── Data for this task ──

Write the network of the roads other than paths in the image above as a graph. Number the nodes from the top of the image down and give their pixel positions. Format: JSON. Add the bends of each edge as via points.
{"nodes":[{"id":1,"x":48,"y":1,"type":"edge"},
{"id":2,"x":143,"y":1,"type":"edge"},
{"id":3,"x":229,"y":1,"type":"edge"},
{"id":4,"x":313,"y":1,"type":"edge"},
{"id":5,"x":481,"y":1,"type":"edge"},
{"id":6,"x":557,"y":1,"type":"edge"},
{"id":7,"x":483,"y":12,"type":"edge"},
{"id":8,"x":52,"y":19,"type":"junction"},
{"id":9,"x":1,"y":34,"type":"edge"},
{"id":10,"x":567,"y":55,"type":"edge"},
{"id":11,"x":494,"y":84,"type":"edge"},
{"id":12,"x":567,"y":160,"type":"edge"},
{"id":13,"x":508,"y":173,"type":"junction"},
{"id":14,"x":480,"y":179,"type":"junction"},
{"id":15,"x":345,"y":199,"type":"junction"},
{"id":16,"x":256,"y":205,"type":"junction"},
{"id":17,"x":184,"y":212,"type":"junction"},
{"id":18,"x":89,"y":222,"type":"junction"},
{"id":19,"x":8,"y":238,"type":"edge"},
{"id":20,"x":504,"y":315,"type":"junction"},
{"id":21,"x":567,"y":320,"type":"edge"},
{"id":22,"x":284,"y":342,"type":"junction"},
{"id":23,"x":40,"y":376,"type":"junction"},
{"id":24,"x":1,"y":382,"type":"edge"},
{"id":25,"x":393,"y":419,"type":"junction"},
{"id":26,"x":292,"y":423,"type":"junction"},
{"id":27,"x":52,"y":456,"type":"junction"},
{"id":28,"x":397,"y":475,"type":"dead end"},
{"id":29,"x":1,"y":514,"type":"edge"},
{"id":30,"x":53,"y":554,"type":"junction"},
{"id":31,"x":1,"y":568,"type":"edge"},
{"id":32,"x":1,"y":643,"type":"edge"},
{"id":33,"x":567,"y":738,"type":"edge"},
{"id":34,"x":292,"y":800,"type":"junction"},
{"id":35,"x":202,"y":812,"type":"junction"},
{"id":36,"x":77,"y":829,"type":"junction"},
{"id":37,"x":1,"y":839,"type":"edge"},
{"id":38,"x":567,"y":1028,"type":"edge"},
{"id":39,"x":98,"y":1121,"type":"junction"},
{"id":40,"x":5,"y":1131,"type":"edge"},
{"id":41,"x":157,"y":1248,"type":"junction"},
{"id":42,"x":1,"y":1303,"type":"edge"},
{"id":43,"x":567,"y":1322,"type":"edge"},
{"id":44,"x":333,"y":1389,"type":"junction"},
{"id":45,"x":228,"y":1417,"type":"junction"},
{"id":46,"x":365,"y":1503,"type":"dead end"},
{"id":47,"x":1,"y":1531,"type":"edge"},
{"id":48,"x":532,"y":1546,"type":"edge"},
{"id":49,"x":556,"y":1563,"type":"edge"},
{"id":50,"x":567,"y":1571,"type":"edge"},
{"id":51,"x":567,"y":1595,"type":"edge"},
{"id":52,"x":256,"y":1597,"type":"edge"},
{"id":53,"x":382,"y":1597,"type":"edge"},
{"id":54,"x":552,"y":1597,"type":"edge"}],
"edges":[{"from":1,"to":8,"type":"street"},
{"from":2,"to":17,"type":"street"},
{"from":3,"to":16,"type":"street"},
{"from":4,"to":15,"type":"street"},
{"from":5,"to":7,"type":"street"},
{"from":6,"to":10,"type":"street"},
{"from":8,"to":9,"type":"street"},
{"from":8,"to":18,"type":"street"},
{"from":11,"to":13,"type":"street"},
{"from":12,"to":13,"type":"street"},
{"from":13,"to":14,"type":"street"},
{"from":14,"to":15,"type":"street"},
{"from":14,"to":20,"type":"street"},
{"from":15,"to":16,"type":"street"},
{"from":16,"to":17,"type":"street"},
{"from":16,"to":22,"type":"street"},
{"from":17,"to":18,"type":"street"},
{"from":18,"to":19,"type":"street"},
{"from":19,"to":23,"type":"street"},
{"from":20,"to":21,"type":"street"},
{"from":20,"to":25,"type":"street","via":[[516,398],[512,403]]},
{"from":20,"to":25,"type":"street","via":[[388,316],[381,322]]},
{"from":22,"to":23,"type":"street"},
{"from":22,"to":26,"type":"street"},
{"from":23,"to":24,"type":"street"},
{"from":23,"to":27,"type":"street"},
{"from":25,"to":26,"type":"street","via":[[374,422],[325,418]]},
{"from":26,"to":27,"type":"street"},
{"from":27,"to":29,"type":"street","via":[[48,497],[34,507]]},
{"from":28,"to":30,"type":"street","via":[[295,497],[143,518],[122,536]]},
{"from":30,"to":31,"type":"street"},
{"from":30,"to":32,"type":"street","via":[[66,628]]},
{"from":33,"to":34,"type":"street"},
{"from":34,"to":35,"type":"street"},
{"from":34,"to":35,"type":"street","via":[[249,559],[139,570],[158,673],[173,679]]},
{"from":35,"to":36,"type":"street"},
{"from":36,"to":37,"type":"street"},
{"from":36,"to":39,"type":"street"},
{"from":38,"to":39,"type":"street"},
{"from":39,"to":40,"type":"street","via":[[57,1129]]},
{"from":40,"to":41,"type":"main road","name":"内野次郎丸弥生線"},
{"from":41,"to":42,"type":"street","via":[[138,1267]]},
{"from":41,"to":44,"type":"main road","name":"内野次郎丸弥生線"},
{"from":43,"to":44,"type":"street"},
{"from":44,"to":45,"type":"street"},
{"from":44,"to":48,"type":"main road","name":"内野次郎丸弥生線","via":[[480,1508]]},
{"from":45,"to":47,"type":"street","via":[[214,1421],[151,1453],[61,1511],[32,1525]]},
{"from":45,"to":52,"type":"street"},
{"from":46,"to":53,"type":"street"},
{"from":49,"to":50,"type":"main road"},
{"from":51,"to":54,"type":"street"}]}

───

◆ Exercise description
From the entries, copy every line in which the string "内野次郎丸弥生線" can be found.

◆ Answer box
{"from":40,"to":41,"type":"main road","name":"内野次郎丸弥生線"},
{"from":41,"to":44,"type":"main road","name":"内野次郎丸弥生線"},
{"from":44,"to":48,"type":"main road","name":"内野次郎丸弥生線","via":[[480,1508]]},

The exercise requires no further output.